Tally the lines in the records underneath that contain the string "picture", and state the figure by itself.

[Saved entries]
──────
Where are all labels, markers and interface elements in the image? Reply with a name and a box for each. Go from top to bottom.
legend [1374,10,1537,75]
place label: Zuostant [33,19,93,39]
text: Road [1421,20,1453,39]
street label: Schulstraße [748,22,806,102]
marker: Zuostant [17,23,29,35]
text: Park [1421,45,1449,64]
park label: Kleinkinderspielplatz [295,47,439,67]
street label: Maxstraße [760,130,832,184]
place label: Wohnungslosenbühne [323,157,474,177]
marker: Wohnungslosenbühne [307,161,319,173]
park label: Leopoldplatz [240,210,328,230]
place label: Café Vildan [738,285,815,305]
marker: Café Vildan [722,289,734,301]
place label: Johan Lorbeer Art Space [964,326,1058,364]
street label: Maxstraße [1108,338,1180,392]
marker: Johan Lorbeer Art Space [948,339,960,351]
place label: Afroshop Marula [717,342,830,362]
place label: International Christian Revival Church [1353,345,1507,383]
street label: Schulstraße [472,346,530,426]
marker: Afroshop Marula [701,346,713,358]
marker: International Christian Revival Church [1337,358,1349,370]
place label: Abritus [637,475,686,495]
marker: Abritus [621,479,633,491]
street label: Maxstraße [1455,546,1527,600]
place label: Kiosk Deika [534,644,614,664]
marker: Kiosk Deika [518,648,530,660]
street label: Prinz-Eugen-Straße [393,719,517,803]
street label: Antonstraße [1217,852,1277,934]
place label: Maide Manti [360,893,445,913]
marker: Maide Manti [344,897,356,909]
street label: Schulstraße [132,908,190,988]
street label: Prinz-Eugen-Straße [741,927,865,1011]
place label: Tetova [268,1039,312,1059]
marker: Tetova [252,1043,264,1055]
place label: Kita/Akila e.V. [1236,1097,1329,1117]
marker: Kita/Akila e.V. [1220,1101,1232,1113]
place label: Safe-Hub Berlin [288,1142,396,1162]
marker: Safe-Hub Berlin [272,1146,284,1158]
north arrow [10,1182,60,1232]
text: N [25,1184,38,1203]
──────
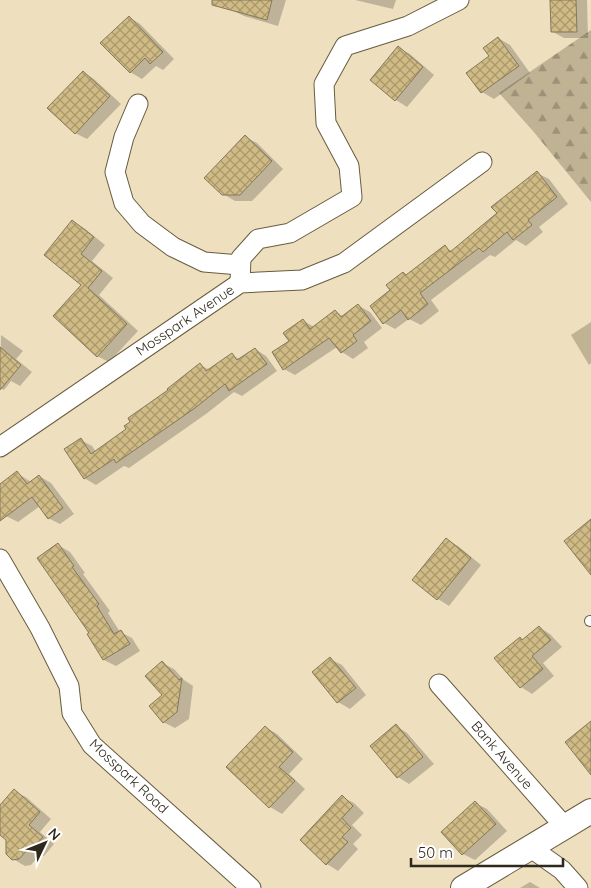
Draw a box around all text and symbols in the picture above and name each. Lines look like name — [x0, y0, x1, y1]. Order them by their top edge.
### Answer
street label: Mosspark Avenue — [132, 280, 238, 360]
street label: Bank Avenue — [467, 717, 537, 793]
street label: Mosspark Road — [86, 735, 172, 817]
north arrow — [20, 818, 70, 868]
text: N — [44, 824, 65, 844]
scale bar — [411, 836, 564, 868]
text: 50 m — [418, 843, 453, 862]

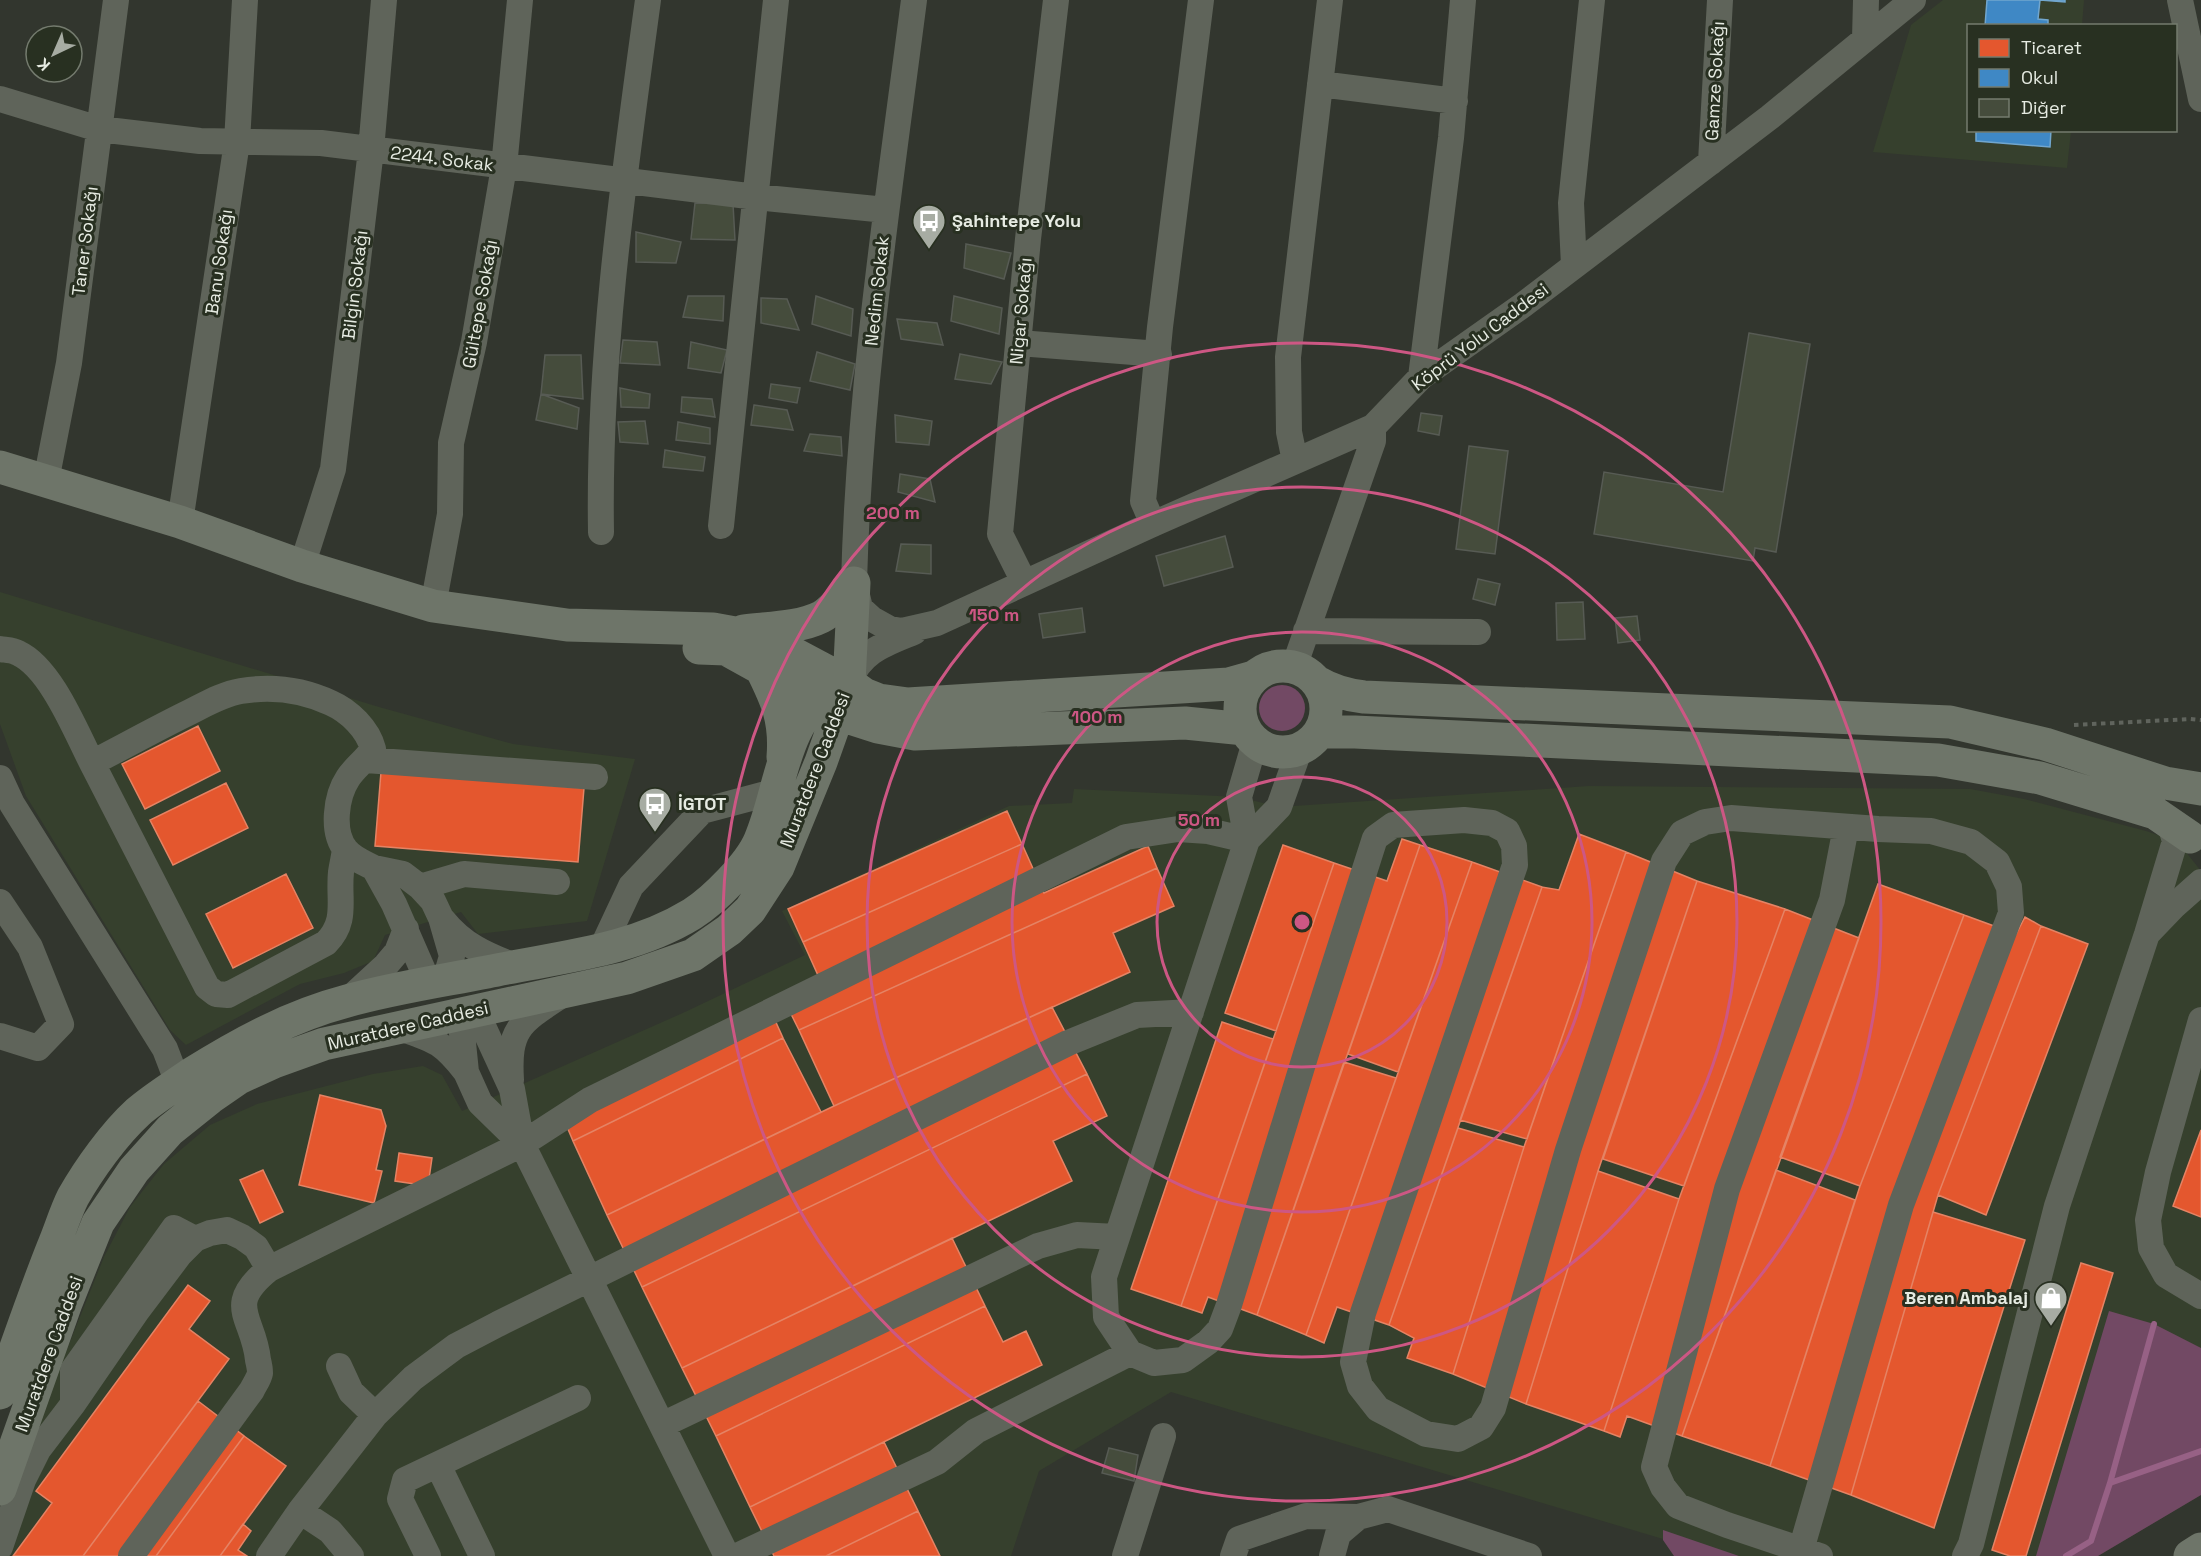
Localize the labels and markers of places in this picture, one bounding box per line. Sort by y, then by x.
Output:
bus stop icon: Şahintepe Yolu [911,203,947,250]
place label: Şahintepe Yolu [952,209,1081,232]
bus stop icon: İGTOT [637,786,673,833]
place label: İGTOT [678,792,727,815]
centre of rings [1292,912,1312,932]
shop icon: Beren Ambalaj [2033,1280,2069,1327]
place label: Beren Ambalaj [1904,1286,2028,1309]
──────
▸ Finished task: 2